ACTIVITY:
Gather each line of the records where "nowrap" appears.

SOURCE MATERIAL:
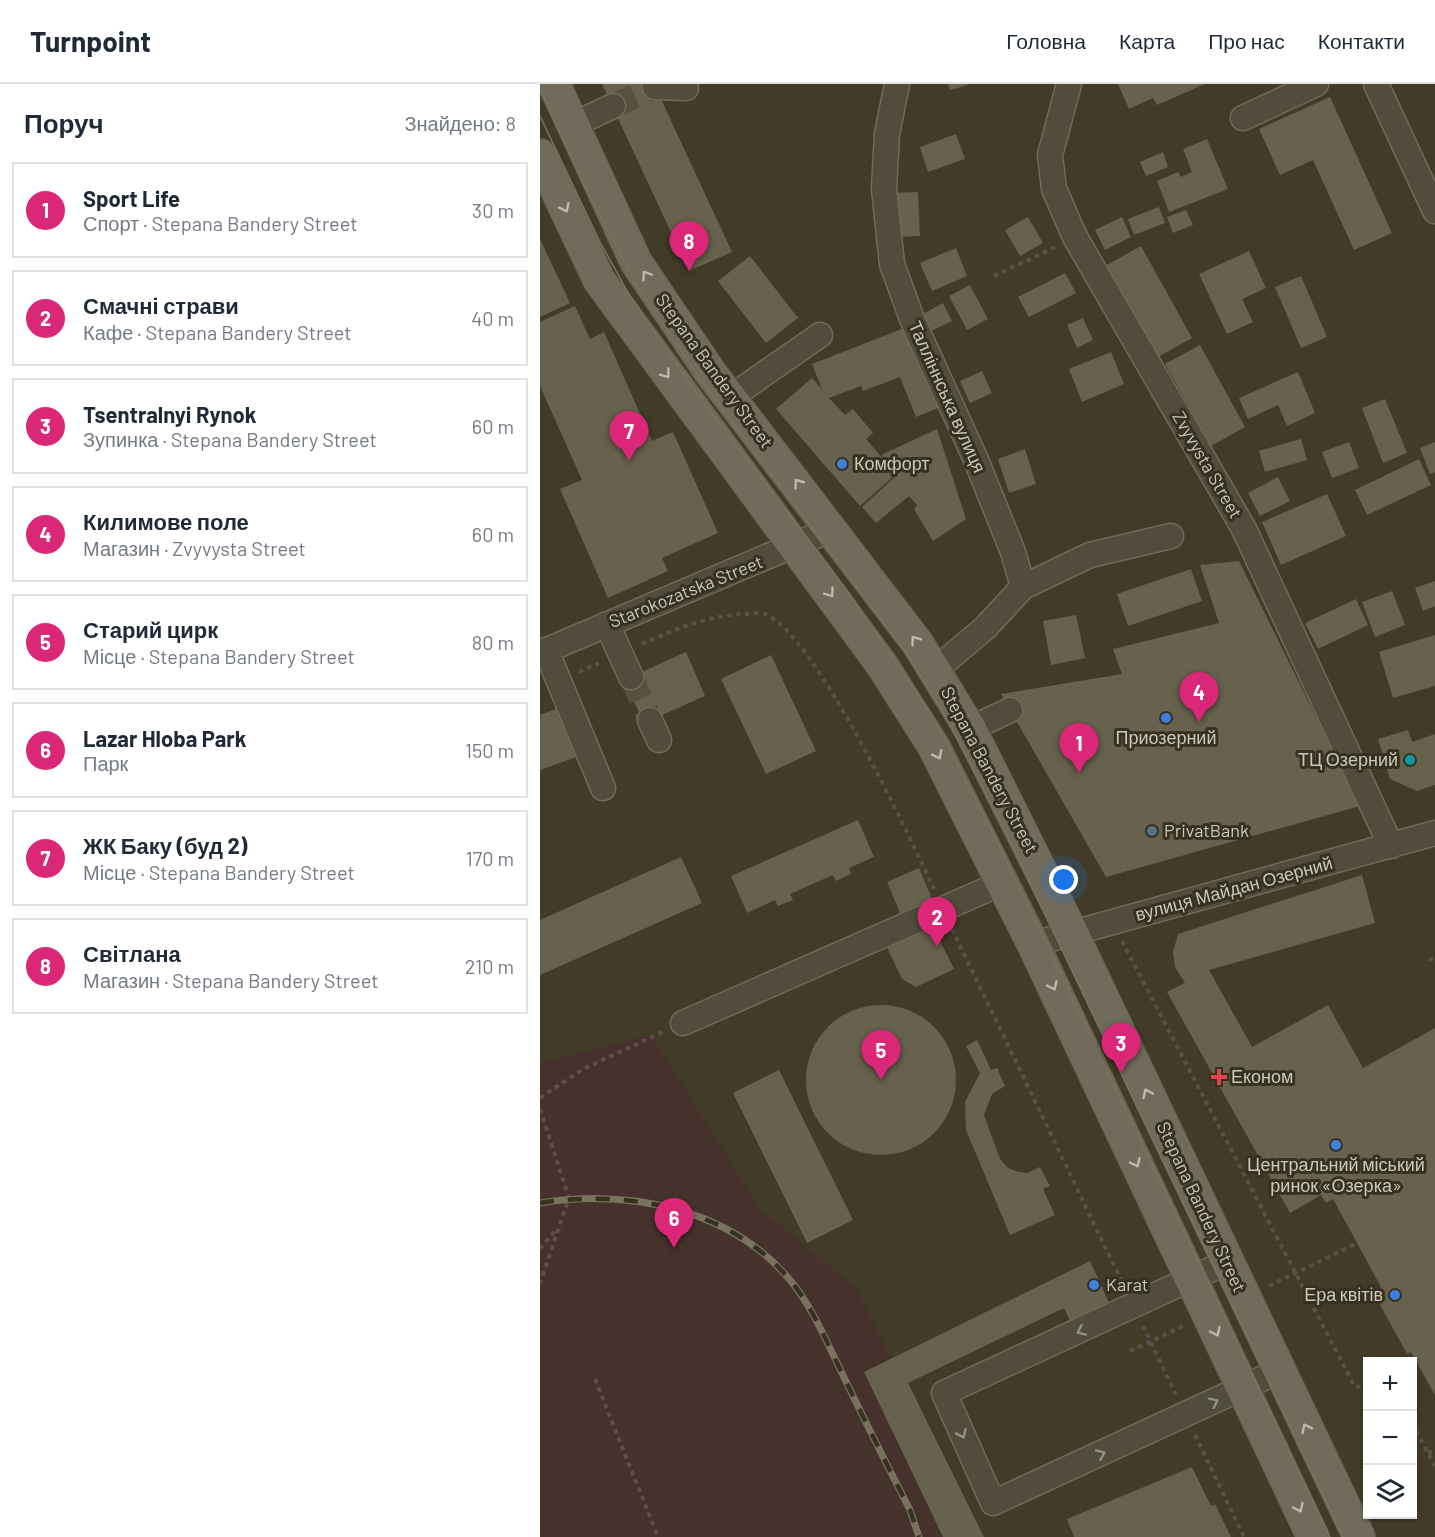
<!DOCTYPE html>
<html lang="uk">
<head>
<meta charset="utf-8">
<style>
	body { margin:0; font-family:Barlow,sans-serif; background:#f6f6f7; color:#1f2937 }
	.controls { position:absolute; right:18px; bottom:18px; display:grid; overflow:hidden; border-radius:0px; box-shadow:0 2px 4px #0004 }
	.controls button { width:54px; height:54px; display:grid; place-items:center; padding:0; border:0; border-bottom:2px solid #e0e1e3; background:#fff; color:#1f2937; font:30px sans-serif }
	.you { position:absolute; left:524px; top:796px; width:21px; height:21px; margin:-15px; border:4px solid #fff; border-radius:50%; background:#1a73e8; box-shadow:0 0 0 9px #1a73e833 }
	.badge { display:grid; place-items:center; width:39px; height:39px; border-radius:50%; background:#db2777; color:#fff; font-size:20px; font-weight:700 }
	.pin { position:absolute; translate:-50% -50px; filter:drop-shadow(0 2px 3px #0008) }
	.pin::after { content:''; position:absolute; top:32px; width:21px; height:18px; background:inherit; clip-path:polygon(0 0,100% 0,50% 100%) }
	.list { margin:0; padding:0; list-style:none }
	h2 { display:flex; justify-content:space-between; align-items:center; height:78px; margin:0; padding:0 24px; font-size:26px }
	h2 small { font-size:20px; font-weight:400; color:#747a83 }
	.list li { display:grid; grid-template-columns:39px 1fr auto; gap:18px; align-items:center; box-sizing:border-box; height:96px; margin:0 12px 12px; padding:0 12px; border:2px solid #e0e1e3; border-radius:0px }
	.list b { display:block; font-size:22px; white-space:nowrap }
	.list p { margin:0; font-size:20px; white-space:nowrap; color:#747a83 }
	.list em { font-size:20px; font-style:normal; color:#747a83 }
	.icon { flex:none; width:33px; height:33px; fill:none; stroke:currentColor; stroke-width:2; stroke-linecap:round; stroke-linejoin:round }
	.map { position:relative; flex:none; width:895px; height:1453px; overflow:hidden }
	header { display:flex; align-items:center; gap:36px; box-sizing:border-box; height:84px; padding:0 30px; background:#fff; border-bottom:2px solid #e0e1e3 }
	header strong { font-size:28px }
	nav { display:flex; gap:33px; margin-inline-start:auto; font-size:21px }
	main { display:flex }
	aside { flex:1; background:#fff }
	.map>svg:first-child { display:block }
	.green { fill:#45322c }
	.building { fill:#67624d }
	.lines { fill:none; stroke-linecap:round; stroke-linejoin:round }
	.minor-tunnel { stroke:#57503e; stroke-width:24; stroke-dasharray:24 12; stroke-linecap:butt }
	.minor-casing { stroke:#6f6a5a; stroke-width:27 }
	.major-casing { stroke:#5e5849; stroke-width:34 }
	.path { stroke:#5f4e49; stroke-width:4; stroke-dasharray:4.5 4.5; stroke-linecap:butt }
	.minor { stroke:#514c3c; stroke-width:24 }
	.major { stroke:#716b5b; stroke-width:32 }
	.tram { stroke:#78725f; stroke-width:1.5 }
	.rail-casing { stroke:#78725f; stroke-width:7 }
	.rail { stroke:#373121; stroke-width:4.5; stroke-dasharray:14; stroke-linecap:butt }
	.oneway { stroke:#beb9ab }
	.oneway2 { stroke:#949081 }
	.shop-dot { fill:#3f7fe0; stroke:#373121; stroke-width:2 }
	.culture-dot { fill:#0f9aa8; stroke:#373121; stroke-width:2 }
	.service-dot { fill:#5c6f8a; stroke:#373121; stroke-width:2 }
	.health-dot { fill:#e0444e; stroke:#373121; stroke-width:2 }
	.labels { text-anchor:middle; stroke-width:6; stroke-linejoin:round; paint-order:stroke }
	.street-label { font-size:18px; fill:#cbc7b9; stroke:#373121 }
	.poi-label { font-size:18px; fill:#cbc7b9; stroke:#373121; text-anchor:start }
</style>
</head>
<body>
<header>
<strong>Turnpoint</strong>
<nav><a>Головна</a><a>Карта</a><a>Про нас</a><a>Контакти</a></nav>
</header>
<main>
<aside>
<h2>Поруч<small>Знайдено: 8</small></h2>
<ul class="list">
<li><span class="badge">1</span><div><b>Sport Life</b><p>Спорт · Stepana Bandery Street</p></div><em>30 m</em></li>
<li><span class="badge">2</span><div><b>Смачні страви</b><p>Кафе · Stepana Bandery Street</p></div><em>40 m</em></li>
<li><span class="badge">3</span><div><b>Tsentralnyi Rynok</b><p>Зупинка · Stepana Bandery Street</p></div><em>60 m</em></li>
<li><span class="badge">4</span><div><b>Килимове поле</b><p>Магазин · Zvyvysta Street</p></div><em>60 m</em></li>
<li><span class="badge">5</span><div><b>Старий цирк</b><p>Місце · Stepana Bandery Street</p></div><em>80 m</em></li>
<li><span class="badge">6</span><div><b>Lazar Hloba Park</b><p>Парк</p></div><em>150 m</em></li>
<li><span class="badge">7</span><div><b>ЖК Баку (буд 2)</b><p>Місце · Stepana Bandery Street</p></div><em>170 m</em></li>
<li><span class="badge">8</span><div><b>Світлана</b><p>Магазин · Stepana Bandery Street</p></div><em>210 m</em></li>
</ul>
</aside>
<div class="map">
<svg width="895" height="1453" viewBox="0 0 895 1453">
	<rect width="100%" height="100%" fill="#423b28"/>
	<path class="green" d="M111 951 220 1125 316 1203 437 1453H0V979Z"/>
	<path class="building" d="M62 0H114L192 168 149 187Z
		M408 0H428V1L410 6Z
		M578 0H665L617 21 613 14 589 25Z
		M790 13 852 149 814 166 773 76 740 91 719 45Z
		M416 50 425 75 388 88 380 63Z
		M667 55 688 105 629 128 617 97 638 88 641 93 652 88 643 65Z
		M623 68 628 83 606 92 600 78Z
		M378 108 380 152 353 153 351 109Z
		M619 123 625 139 594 151 588 135Z
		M646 126 653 141 633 149 627 133Z
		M488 133 503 159 480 172 465 146Z
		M582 133 591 153 565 166 555 146Z
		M0 155 30 219 0 233Z
		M601 162 652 254 616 274 565 182Z
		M416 164 427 192 392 207 380 179Z
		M709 167 726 204 702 215 713 238 687 250 659 190Z
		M210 172 258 234 226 259 178 197Z
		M525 189 536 209 489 233 478 213Z
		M761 192 787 253 761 264 735 203Z
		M430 201 448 235 427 246 409 212Z
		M403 219 412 237 387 249 379 232Z
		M35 222 50 255 64 248 112 357 133 348 178 449 122 474 128 487 68 514 20 405 42 396 0 302V238Z
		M543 234 553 256 537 264 527 241Z
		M367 243 398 324 376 333 360 293 323 307 321 302 289 314 305 331 313 325 333 349 326 355 356 390 320 422 236 325 272 294 282 305 272 280Z
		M660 261 705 343 671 362 625 280Z
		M571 268 584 300 542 318 529 285Z
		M442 287 452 309 430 319 420 297Z
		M758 288 775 329 747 342 738 321 708 335 699 314Z
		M845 315 867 369 843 379 822 324Z
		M397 345 426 435 393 457 374 425 377 421 369 412 336 439 322 423 357 391 359 393 341 371Z
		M761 355 767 376 725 388 719 367Z
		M809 358 819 384 792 394 782 368Z
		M895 358V388L890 390 880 364Z
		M485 365 496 400 469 409 458 375Z
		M879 375 891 401 827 431 815 406Z
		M738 393 750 417 720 432 708 409Z
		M787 410 806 452 741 481 722 438Z
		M699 477 820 722 566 793 461 610 582 590 573 565 679 539 660 481Z
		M651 485 662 517 588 542 577 510Z
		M895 497V522L883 527 875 504Z
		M852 507 865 541 835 553 822 518Z
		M816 515 828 541 778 565 765 539Z
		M536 531 545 574 511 581 503 537Z
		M895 551V602L853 614 839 568Z
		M146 568 165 612 104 639 84 596Z
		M231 571 276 667 226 690 181 595Z
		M21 623 39 672 0 686V631Z
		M868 646 872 658 895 650V701L877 707 850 695 838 655Z
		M318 736 334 773 309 784 311 790 296 797 293 791 250 810 253 816 238 822 235 816 207 829 191 792Z
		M141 773 162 819 0 891V836Z
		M379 784 393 817 361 831 347 798Z
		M822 791 835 839 669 886 712 963 788 921 823 984 895 944V1311L871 1268 867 1270 833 1208 841 1203 793 1115 786 1119 781 1111 750 1129 627 908 645 899 635 883 633 868 638 850Z
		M391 839 414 885 376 903 362 895 346 861Z
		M266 996a75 75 0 1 1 150 0a75 75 0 1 1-150 0Z
		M437 956 451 986 457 984 465 1002 452 1010 444 1031 460 1075 468 1084 479 1088 487 1089 500 1083 510 1102 503 1105 515 1131 470 1151 426 1046 425 1018 440 989 426 962Z
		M239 986 313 1136 267 1159 193 1009Z
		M550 1177 570 1221 531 1239 524 1224 368 1299 444 1453H403L324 1288Z
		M652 1383 671 1422 675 1420 691 1453H534L527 1435Z"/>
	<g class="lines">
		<path class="minor-tunnel" d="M73 22 115 3
			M91 593 110 636"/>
		<g class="minor-casing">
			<path id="minor" d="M357 0 347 50 344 104 352 180 372 235 436 376 473 468 483 503 445 544 395 586
				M529 0 510 71 514 105 535 153 704 445 851 762
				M836 0 895 127
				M115 3 146 4
				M703 34 776 0
				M33 41 73 22
				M191 313 280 251
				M483 503 550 471 631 452
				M67 540 91 593
				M6 566 63 704
				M0 569 292 445
				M110 636 119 656
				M430 645 470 626
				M493 860 895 749
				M143 939 462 799
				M687 1178 404 1309 453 1419 739 1287"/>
		</g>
		<g class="major-casing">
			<path id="major" d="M14 0 96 178 170 288 378 560 430 645 532 849 819 1453
				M0 71 59 196 342 581 394 663 493 860 773 1453"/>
		</g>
		<path class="path" d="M454 192 516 163
			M102 560C135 545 169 531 206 530 211 530 219 528 224 530 273 545 370 754 394 805
			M39 588 59 579
			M412 845 583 1200
			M582 857 815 1303 828 1302
			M889 876 895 874
			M0 1014 43 985 123 948
			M0 1025 29 1114 0 1199
			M0 1165 17 1144
			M729 1202 817 1159
			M603 1242 636 1311
			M590 1267 645 1241
			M55 1295 118 1453
			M872 1339 895 1382
			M655 1351 704 1453
			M888 1369 895 1366"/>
		<use href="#minor" class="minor"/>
		<use href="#major" class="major"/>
		<path class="tram" d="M0 6 51 115 99 205 164 300 364 566 402 626 467 751 803 1453
			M0 32 60 158 90 212 155 307 308 508 393 633 456 755 790 1453"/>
		<g class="rail-casing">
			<path id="rail" d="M0 1119C88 1105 190 1124 250 1196 271 1221 285 1254 299 1283 322 1331 346 1379 370 1426L379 1453"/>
		</g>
		<use href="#rail" class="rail"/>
	</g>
	<defs><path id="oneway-chevron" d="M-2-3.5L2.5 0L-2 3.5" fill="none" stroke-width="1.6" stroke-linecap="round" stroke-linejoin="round" transform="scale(1.5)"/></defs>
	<g class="oneway">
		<use href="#oneway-chevron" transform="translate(25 124) rotate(65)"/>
		<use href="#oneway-chevron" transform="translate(106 191) rotate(-124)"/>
		<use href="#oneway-chevron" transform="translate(126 290) rotate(54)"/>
		<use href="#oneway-chevron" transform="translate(258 399) rotate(-127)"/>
		<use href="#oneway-chevron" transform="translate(290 509) rotate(54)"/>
		<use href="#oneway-chevron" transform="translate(375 556) rotate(-126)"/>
		<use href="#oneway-chevron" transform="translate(398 671) rotate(63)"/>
		<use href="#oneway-chevron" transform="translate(513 902) rotate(65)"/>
		<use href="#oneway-chevron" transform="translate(607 1009) rotate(-115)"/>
		<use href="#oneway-chevron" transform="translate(596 1079) rotate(65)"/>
		<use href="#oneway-chevron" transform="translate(676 1248) rotate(65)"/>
		<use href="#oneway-chevron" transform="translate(766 1344) rotate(-116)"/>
		<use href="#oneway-chevron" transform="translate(759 1424) rotate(65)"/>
	</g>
	<g class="oneway2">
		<use href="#oneway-chevron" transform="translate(541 1247) rotate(156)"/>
		<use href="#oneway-chevron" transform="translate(674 1318) rotate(-26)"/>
		<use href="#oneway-chevron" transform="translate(422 1350) rotate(66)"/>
		<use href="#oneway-chevron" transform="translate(561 1370) rotate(-24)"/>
	</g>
	<g class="shop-dot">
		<circle cx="302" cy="380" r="6"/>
		<circle cx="626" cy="634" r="6"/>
		<circle cx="796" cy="1061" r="6"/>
		<circle cx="554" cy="1201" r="6"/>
		<circle cx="855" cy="1211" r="6"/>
	</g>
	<circle class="culture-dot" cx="870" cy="676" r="6"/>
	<circle class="service-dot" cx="612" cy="747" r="6"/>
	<path class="health-dot" d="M676 984h6v6h6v6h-6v6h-6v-6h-6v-6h6z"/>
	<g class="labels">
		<g class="street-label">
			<text transform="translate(174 287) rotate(54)" y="6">Stepana Bandery Street</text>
			<text transform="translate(407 313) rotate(66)" y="6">Талліннська вулиця</text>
			<text transform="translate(667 381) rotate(60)" y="6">Zvyvysta Street</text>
			<text transform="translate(146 508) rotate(-22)" y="6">Starokozatska Street</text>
			<text transform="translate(449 686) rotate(62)" y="6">Stepana Bandery Street</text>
			<text transform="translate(694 805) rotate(-15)" y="6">вулиця Майдан Озерний</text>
			<text transform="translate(661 1123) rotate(65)" y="6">Stepana Bandery Street</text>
		</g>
		<g class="poi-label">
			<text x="314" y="386">Комфорт</text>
			<text x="626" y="660" text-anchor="middle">Приозерний</text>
			<text x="858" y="682" text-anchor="end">ТЦ Озерний</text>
			<text x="624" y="753">PrivatBank</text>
			<text x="691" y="999">Економ</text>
			<text x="796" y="1087" text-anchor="middle">Центральний міський<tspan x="796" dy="21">ринок «Озерка»</tspan></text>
			<text x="566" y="1207">Karat</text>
			<text x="843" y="1217" text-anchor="end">Ера квітів</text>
		</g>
	</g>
</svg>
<div class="controls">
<button>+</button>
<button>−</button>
<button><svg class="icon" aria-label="layers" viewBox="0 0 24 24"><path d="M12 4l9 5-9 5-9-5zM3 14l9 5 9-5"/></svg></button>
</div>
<div class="you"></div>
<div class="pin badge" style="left:539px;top:689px">1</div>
<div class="pin badge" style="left:397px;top:863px">2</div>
<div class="pin badge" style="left:581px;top:989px">3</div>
<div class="pin badge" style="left:659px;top:638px">4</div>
<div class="pin badge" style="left:341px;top:996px">5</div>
<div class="pin badge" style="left:134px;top:1164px">6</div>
<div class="pin badge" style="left:89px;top:377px">7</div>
<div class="pin badge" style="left:149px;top:187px">8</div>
</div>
</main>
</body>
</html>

COMPLETED EXERCISE:
	.list b { display:block; font-size:22px; white-space:nowrap }
	.list p { margin:0; font-size:20px; white-space:nowrap; color:#747a83 }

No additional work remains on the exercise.